Una de las grandes cuestiones tratada por Aristóteles en el seno de lo que él denominó
filosofía primera (entendida como teología) es si existe algún tipo de sustancia al
margen de los seres físicos. Su respuesta será siempre afirmativa postulando la existencia de una entidad suprema, inmaterial e inmóvil, esto es, de Dios, entidad cuya existencia, es rigurosamente demostrable a partir del hecho del movimiento eterno de los cielos, movimiento que a su juicio requiere de la existencia de un motor inmóvil. Dicho motor que mueve el universo no por tracción, mecánicamente, sino, eróticamente, por atracción (y por ello mueve sin moverse, sólo como objeto del deseo, de un deseo no recíproco, una atracción de lo imperfecto a lo perfecto. “Como una polilla hacia la luz”). Es una Forma pura (puesto que es inmaterial) y Acto puro (pues su inmutabilidad es ajena a toda potencia, necesaria para que el cambio se realice según la teoría aristotélica). Es un Viviente feliz, eterno y perfecto (pues su ser está completo).
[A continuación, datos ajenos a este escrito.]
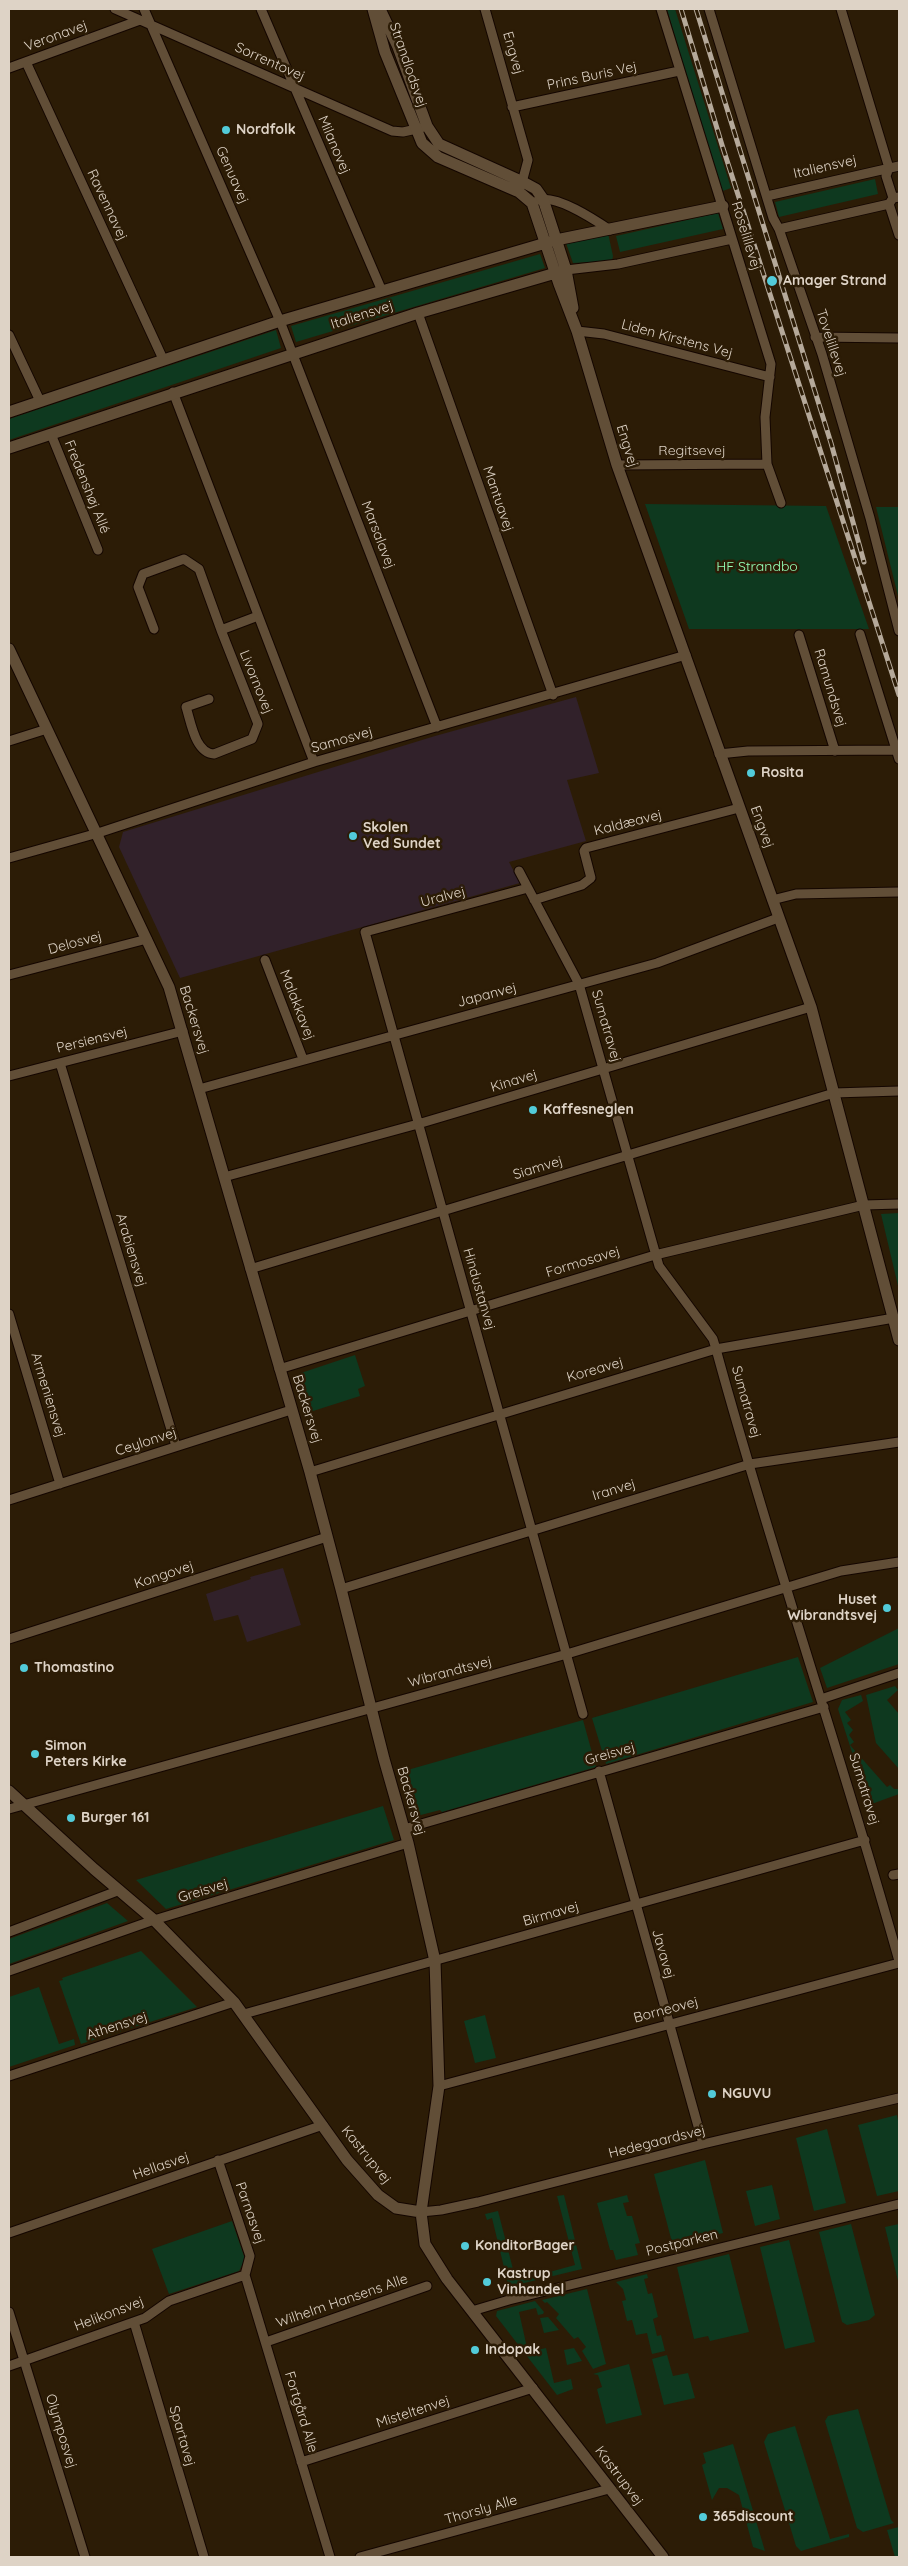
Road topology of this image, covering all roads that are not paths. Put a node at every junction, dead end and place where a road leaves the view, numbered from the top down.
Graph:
1 (115, 9) edge
2 (144, 9) edge
3 (261, 9) edge
4 (373, 9) edge
5 (380, 9) edge
6 (484, 9) edge
7 (661, 9) edge
8 (710, 9) edge
9 (841, 9) edge
10 (140, 20) junction
11 (152, 26) junction
12 (26, 62) junction
13 (9, 68) edge
14 (679, 71) junction
15 (295, 89) junction
16 (512, 107) junction
17 (427, 126) junction
18 (415, 130) junction
19 (899, 166) edge
20 (889, 168) junction
21 (521, 187) junction
22 (767, 196) junction
23 (543, 199) junction
24 (894, 200) edge
25 (532, 203) junction
26 (722, 206) junction
27 (779, 229) junction
28 (610, 230) junction
29 (899, 235) edge
30 (732, 239) junction
31 (552, 242) junction
32 (560, 272) junction
33 (382, 291) junction
34 (418, 313) junction
35 (280, 321) junction
36 (577, 331) junction
37 (9, 335) edge
38 (815, 337) junction
39 (899, 338) edge
40 (293, 353) junction
41 (163, 359) junction
42 (770, 377) junction
43 (173, 392) junction
44 (40, 401) junction
45 (9, 412) edge
46 (51, 434) junction
47 (9, 448) edge
48 (767, 464) junction
49 (617, 465) junction
50 (781, 503) dead end
51 (98, 550) dead end
52 (258, 616) junction
53 (154, 629) dead end
54 (221, 630) junction
55 (899, 631) edge
56 (799, 634) dead end
57 (860, 634) dead end
58 (9, 649) edge
59 (686, 656) junction
60 (14, 670) edge
61 (553, 695) junction
62 (209, 699) dead end
63 (437, 727) junction
64 (47, 729) junction
65 (9, 741) edge
66 (835, 750) junction
67 (896, 750) junction
68 (719, 754) junction
69 (899, 760) edge
70 (314, 762) junction
71 (739, 808) junction
72 (98, 833) junction
73 (9, 858) edge
74 (519, 871) dead end
75 (528, 888) junction
76 (899, 892) edge
77 (534, 900) junction
78 (772, 900) junction
79 (778, 918) junction
80 (365, 932) joint
81 (147, 939) junction
82 (265, 960) dead end
83 (9, 975) edge
84 (579, 984) junction
85 (811, 1007) junction
86 (183, 1031) junction
87 (394, 1035) junction
88 (303, 1059) junction
89 (60, 1063) junction
90 (604, 1068) junction
91 (9, 1076) edge
92 (199, 1089) junction
93 (899, 1091) edge
94 (834, 1093) junction
95 (418, 1124) junction
96 (628, 1155) junction
97 (224, 1177) junction
98 (899, 1204) edge
99 (864, 1205) junction
100 (443, 1211) junction
101 (655, 1255) junction
102 (250, 1269) junction
103 (471, 1310) junction
104 (9, 1314) edge
105 (894, 1318) junction
106 (899, 1340) edge
107 (716, 1349) junction
108 (279, 1369) junction
109 (291, 1410) junction
110 (499, 1414) junction
111 (899, 1442) edge
112 (176, 1446) junction
113 (750, 1464) junction
114 (310, 1472) junction
115 (60, 1484) junction
116 (9, 1500) edge
117 (531, 1529) junction
118 (327, 1538) junction
119 (899, 1562) edge
120 (342, 1589) junction
121 (786, 1589) junction
122 (9, 1639) edge
123 (567, 1654) junction
124 (899, 1672) edge
125 (822, 1703) junction
126 (372, 1708) junction
127 (583, 1714) dead end
128 (599, 1771) junction
129 (9, 1791) edge
130 (24, 1805) junction
131 (9, 1809) edge
132 (404, 1829) junction
133 (865, 1840) junction
134 (408, 1843) junction
135 (120, 1890) junction
136 (635, 1904) junction
137 (154, 1920) junction
138 (9, 1932) edge
139 (435, 1961) junction
140 (899, 1962) edge
141 (9, 1971) edge
142 (234, 2002) junction
143 (244, 2014) junction
144 (669, 2024) junction
145 (9, 2076) edge
146 (439, 2086) junction
147 (899, 2098) edge
148 (323, 2125) junction
149 (703, 2144) junction
150 (218, 2160) junction
151 (899, 2204) edge
152 (421, 2212) junction
153 (9, 2233) edge
154 (245, 2275) junction
155 (427, 2286) dead end
156 (472, 2311) junction
157 (9, 2312) edge
158 (134, 2322) junction
159 (266, 2342) junction
160 (25, 2360) junction
161 (9, 2366) edge
162 (533, 2388) junction
163 (302, 2462) junction
164 (609, 2489) junction
165 (85, 2557) edge
166 (204, 2557) edge
167 (330, 2557) edge
168 (360, 2557) edge
169 (663, 2557) edge

1 - 10 street, Sorrentovej
2 - 11 street, Genuavej
3 - 15 street, Milanovej
4 - 18 street, Strandlodsvej
5 - 17 street, Strandlodsvej
6 - 16 street, Engvej
7 - 14 street, Roselillevej
8 - 22 street, Tovelillevej
9 - 20 street
10 - 11 street, Sorrentovej
10 - 12 street, Veronavej
11 - 15 street, Sorrentovej
11 - 35 street, Genuavej
12 - 13 street, Veronavej
12 - 41 street, Ravennavej
14 - 16 street, Prins Buris Vej
14 - 26 street, Roselillevej
15 - 18 street, Sorrentovej
15 - 33 street, Milanovej
16 - 21 street, Engvej
17 - 18 street, Sorrentovej
17 - 21 street
18 - 21 street
19 - 20 street, Italiensvej
20 - 22 street, Italiensvej
20 - 24 street
21 - 23 street
21 - 25 street
22 - 27 street, Tovelillevej
23 - 25 street
23 - 28 street
23 - 31 street
24 - 27 street
24 - 29 street
25 - 31 street
26 - 28 street, Italiensvej
26 - 30 street, Roselillevej
27 - 38 street, Tovelillevej
28 - 31 street, Italiensvej
30 - 32 street, Italiensvej
30 - 42 street, Roselillevej
31 - 32 street, Engvej
31 - 33 street, Italiensvej
32 - 34 street, Italiensvej
32 - 36 street, Engvej
33 - 35 street, Italiensvej
34 - 40 street, Italiensvej
34 - 61 street, Mantuavej
35 - 40 street, Genuavej
35 - 41 street, Italiensvej
36 - 42 street, Liden Kirstens Vej
36 - 49 street, Engvej
37 - 44 street
38 - 39 street
38 - 55 street, Tovelillevej
40 - 43 street, Italiensvej
40 - 63 street, Marsalavej
41 - 44 street, Italiensvej
42 - 48 street, Roselillevej
43 - 46 street, Italiensvej
43 - 52 street, Livornovej
44 - 45 street, Italiensvej
46 - 47 street, Italiensvej
46 - 51 street, Fredenshøj Allé
48 - 49 street, Regitsevej
48 - 50 street, Roselillevej
49 - 59 street, Engvej
52 - 54 street
52 - 70 street, Livornovej
53 - 54 street, Livornovej
54 - 62 street, Livornovej
56 - 66 street, Ramundsvej
57 - 67 street
58 - 60 street, Backersvej
59 - 61 street, Samosvej
59 - 68 street, Engvej
60 - 64 street, Backersvej
61 - 63 street, Samosvej
63 - 70 street, Samosvej
64 - 65 street
64 - 72 street, Backersvej
66 - 67 street
66 - 68 street
67 - 69 street
68 - 71 street, Engvej
70 - 72 street, Samosvej
71 - 77 street, Kaldæavej
71 - 78 street, Engvej
72 - 73 street, Samosvej
72 - 81 street, Backersvej
74 - 75 street, Sumatravej
75 - 77 street, Sumatravej
75 - 80 street, Uralvej
76 - 78 street
77 - 84 street, Sumatravej
78 - 79 street, Engvej
79 - 84 street, Japanvej
79 - 85 street, Engvej
80 - 87 street, Hindustanvej
81 - 83 street, Delosvej
81 - 86 street, Backersvej
82 - 88 street, Malakkavej
84 - 87 street, Japanvej
84 - 90 street, Sumatravej
85 - 90 street, Kinavej
85 - 94 street, Engvej
86 - 89 street, Persiensvej
86 - 92 street, Backersvej
87 - 88 street, Japanvej
87 - 95 street, Hindustanvej
88 - 92 street, Japanvej
89 - 91 street, Persiensvej
89 - 112 street, Arabiensvej
90 - 95 street, Kinavej
90 - 96 street, Sumatravej
92 - 97 street, Backersvej
93 - 94 street, Siamvej
94 - 96 street, Siamvej
94 - 99 street, Engvej
95 - 97 street, Kinavej
95 - 100 street, Hindustanvej
96 - 100 street, Siamvej
96 - 101 street, Sumatravej
97 - 102 street, Backersvej
98 - 99 street, Formosavej
99 - 101 street, Formosavej
99 - 105 street, Engvej
100 - 102 street, Siamvej
100 - 103 street, Hindustanvej
101 - 103 street, Formosavej
101 - 107 street, Sumatravej
102 - 108 street, Backersvej
103 - 108 street, Formosavej
103 - 110 street, Hindustanvej
104 - 115 street, Armeniensvej
105 - 106 street, Engvej
105 - 107 street, Koreavej
107 - 110 street, Koreavej
107 - 113 street, Sumatravej
108 - 109 street, Backersvej
109 - 112 street, Ceylonvej
109 - 114 street, Backersvej
110 - 114 street, Koreavej
110 - 117 street, Hindustanvej
111 - 113 street, Iranvej
112 - 115 street, Ceylonvej
113 - 117 street, Iranvej
113 - 121 street, Sumatravej
114 - 118 street, Backersvej
115 - 116 street, Ceylonvej
117 - 120 street, Iranvej
117 - 123 street, Hindustanvej
118 - 120 street, Backersvej
118 - 122 street, Kongovej
119 - 121 street, Wibrandtsvej
120 - 126 street, Backersvej
121 - 123 street, Wibrandtsvej
121 - 125 street, Sumatravej
123 - 126 street, Wibrandtsvej
123 - 127 street
124 - 125 street, Greisvej
125 - 128 street, Greisvej
125 - 133 street, Sumatravej
126 - 130 street, Wibrandtsvej
126 - 132 street, Backersvej
128 - 132 street, Greisvej
128 - 136 street, Javavej
129 - 130 street, Kastrupvej
130 - 131 street, Wibrandtsvej
130 - 135 street, Kastrupvej
132 - 134 street, Backersvej
133 - 136 street, Birmavej
133 - 140 street, Sumatravej
134 - 137 street, Greisvej
134 - 139 street, Backersvej
135 - 137 street, Kastrupvej
135 - 138 street
136 - 139 street, Birmavej
136 - 144 street, Javavej
137 - 141 street, Greisvej
137 - 142 street, Kastrupvej
139 - 143 street, Birmavej
139 - 146 street, Backersvej
140 - 144 street, Borneovej
142 - 143 street, Kastrupvej
142 - 145 street, Athensvej
143 - 148 street, Kastrupvej
144 - 146 street, Borneovej
144 - 149 street, Javavej
146 - 152 street, Backersvej
147 - 149 street, Hedegaardsvej
148 - 150 street, Hellasvej
148 - 152 street, Kastrupvej
149 - 152 street, Hedegaardsvej
150 - 153 street, Hellasvej
150 - 154 street, Parnasvej
151 - 156 street, Postparken
152 - 156 street, Kastrupvej
154 - 158 street, Helikonsvej
154 - 159 street, Fortgård Alle
155 - 159 street, Wilhelm Hansens Alle
156 - 162 street, Kastrupvej
157 - 160 street, Olymposvej
158 - 160 street, Helikonsvej
158 - 166 street, Spartavej
159 - 163 street, Fortgård Alle
160 - 161 street, Helikonsvej
160 - 165 street, Olymposvej
162 - 163 street, Misteltenvej
162 - 164 street, Kastrupvej
163 - 167 street, Fortgård Alle
164 - 168 street, Thorsly Alle
164 - 169 street, Kastrupvej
Su vida consiste en la pura actividad contemplativa, en el ejercicio del pensamiento, un pensamiento que se piensa a sí mismo (pues sería para él indigno rebajarse a pensar en algo distinto de él mismo, por ejemplo el mundo, y por ello inferior). Eternamente ensimismado, ajeno al Universo, mueve, como corresponde a lo bueno y perfecto, como objeto de deseo y aspiración, como el fin o perfección al que aspira el Universo y que éste imita con su movimiento eterno, regular y continuo. Es Theos, causa del orden y principio del que pende el Universo y la Naturaleza. En conclusión, más allá de la región celeste, en una dimensión ontológica metafísica, separada y superior a la Naturaleza, se sitúa, como cima y cúspide de esa jerarquía piramidal de entes, la sustancia suprema, el theos, motor inmóvil del Universo y ente perfecto, acto y forma pura, carente de materia y potencia, puro pensamiento autopensante.